In "If You Believe," Christmas magic comes in the form of adorable, 10-year-old Hayden Panettiere, who plays the invisible "inner child" of a hardened book editor who goes out to the country to edit Amy's Dad from Everwood's book. You know, because you can't do that in your New York office. Hayden pelts her grown self with snowballs and knowledge of her true desires, in a plot similar to Sundays with Tiffany's but without the imaginary-friend-sex.

In "The Twelve Men of Christmas," one of my favorite of the city girl becoming a country woman genre, the only Christmas magic needed is a fireman hot bods calendar.

In "Holiday Switch," Nicole Eggart may have a
fur coat, but she doesn't have an adorable child
"Holiday Switch" is arguably the most creative movie in which Christmas magic teaches a dissatisfied woman a lesson. In this classic, Nicole Eggart already has children, and wishes she had a flashy city job. She climbs into a magical clothes dryer (yes, really) and soon finds her life transformed into that of a living-in-sin rich lady. Of course, she decides she likes the kids and husband better.
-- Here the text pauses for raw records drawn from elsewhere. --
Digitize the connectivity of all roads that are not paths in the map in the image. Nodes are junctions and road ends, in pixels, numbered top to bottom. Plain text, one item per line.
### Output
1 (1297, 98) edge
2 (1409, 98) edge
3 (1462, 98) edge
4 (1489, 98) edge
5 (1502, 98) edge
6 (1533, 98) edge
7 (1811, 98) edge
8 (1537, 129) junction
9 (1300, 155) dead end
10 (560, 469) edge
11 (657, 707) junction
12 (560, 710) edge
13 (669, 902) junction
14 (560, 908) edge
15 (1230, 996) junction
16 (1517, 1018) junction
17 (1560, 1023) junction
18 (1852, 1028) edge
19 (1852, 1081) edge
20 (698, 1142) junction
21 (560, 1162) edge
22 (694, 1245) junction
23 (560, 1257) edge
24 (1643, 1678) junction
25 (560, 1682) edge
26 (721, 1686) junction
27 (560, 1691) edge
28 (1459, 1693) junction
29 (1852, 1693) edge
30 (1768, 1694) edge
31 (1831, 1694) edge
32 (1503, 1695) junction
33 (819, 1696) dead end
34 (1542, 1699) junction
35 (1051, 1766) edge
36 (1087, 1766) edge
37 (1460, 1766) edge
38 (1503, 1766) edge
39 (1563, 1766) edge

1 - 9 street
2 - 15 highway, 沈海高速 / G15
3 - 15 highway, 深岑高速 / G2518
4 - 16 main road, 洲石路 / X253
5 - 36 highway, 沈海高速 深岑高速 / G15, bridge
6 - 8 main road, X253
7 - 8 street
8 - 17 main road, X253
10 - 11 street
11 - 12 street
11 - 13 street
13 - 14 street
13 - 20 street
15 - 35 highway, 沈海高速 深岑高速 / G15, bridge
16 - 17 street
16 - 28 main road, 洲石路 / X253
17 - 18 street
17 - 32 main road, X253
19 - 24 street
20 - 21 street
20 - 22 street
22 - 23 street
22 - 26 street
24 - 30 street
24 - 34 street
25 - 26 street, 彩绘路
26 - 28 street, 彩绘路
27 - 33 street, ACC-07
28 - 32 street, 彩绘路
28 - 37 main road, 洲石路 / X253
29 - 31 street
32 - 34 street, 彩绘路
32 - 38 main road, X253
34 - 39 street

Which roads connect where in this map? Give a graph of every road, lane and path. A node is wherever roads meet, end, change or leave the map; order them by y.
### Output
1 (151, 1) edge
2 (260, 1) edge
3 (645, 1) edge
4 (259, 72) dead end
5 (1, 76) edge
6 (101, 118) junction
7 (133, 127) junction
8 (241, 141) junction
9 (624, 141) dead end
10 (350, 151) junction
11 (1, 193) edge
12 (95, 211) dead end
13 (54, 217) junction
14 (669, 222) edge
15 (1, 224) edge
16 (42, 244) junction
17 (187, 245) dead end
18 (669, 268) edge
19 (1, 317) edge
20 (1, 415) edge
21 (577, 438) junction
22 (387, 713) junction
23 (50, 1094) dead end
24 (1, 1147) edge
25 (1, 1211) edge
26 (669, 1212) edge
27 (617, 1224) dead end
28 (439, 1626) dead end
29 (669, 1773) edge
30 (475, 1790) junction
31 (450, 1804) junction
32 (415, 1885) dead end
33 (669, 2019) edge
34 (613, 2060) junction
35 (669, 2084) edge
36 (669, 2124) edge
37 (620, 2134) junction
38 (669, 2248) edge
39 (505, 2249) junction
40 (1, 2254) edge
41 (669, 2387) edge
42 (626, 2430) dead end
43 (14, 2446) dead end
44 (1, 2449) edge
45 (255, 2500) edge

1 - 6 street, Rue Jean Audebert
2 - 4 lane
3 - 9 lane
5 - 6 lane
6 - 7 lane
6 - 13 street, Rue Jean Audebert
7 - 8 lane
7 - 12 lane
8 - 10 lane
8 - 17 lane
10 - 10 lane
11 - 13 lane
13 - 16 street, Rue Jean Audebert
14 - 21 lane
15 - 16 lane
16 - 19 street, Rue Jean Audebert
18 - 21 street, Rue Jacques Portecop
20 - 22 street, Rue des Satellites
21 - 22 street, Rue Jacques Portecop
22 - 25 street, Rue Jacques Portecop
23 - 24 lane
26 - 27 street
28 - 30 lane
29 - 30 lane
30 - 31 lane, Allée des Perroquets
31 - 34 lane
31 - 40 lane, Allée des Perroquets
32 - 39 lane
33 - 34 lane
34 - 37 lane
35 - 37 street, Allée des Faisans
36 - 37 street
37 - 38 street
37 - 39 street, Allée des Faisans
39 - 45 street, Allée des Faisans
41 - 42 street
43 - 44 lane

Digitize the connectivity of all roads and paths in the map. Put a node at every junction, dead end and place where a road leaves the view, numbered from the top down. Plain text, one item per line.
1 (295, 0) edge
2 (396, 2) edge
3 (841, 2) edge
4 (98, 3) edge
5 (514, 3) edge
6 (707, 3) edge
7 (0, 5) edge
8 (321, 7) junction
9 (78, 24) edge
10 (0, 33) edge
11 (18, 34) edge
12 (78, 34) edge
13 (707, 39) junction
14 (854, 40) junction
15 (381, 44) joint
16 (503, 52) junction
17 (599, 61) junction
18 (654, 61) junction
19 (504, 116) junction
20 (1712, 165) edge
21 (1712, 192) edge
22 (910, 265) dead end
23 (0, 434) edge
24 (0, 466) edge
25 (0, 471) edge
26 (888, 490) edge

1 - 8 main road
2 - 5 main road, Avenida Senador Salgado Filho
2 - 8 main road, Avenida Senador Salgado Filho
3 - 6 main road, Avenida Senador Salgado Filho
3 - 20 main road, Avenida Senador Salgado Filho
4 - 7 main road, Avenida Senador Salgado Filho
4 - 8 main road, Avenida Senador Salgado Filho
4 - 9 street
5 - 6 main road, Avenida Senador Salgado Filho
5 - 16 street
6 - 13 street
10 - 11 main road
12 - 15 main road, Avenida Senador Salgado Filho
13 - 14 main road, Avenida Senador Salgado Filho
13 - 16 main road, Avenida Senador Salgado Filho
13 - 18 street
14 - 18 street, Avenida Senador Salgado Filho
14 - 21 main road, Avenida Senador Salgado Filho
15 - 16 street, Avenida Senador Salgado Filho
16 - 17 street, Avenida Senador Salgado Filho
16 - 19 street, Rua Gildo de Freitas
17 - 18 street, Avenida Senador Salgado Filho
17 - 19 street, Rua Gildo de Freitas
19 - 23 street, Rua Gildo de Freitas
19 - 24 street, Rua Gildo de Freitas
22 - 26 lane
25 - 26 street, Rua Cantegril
So maybe Christmas is more fun when you have a bunch of kids around to pretend like it means something. But what still confuses me is why anyone would ever decide they want to move to the country mid-winter?? You have to warm up your car, shovel your own walk, and pay your own heating bill. And no one is going to deliver homemade lentil soup to your door. I mean, a fireplace sounds cozy, but I love December in New York. The lights on everything look fantastic, it's the best place to do holiday shopping, and there are lots of boozy parties to go to. Plus, no suburban barbecues to be jealous of. The air smells crisp and free of rotting garbage, and the roaches mostly go away.

So go move in with your country fella who's never lived outside his small town, city girls! Leave the businessmen with studio apartments to those who deserve them.

Kristin Chenoweth's ultimate reward in "12 Men of
Christmas." Maybe staying in the country WAS worth it.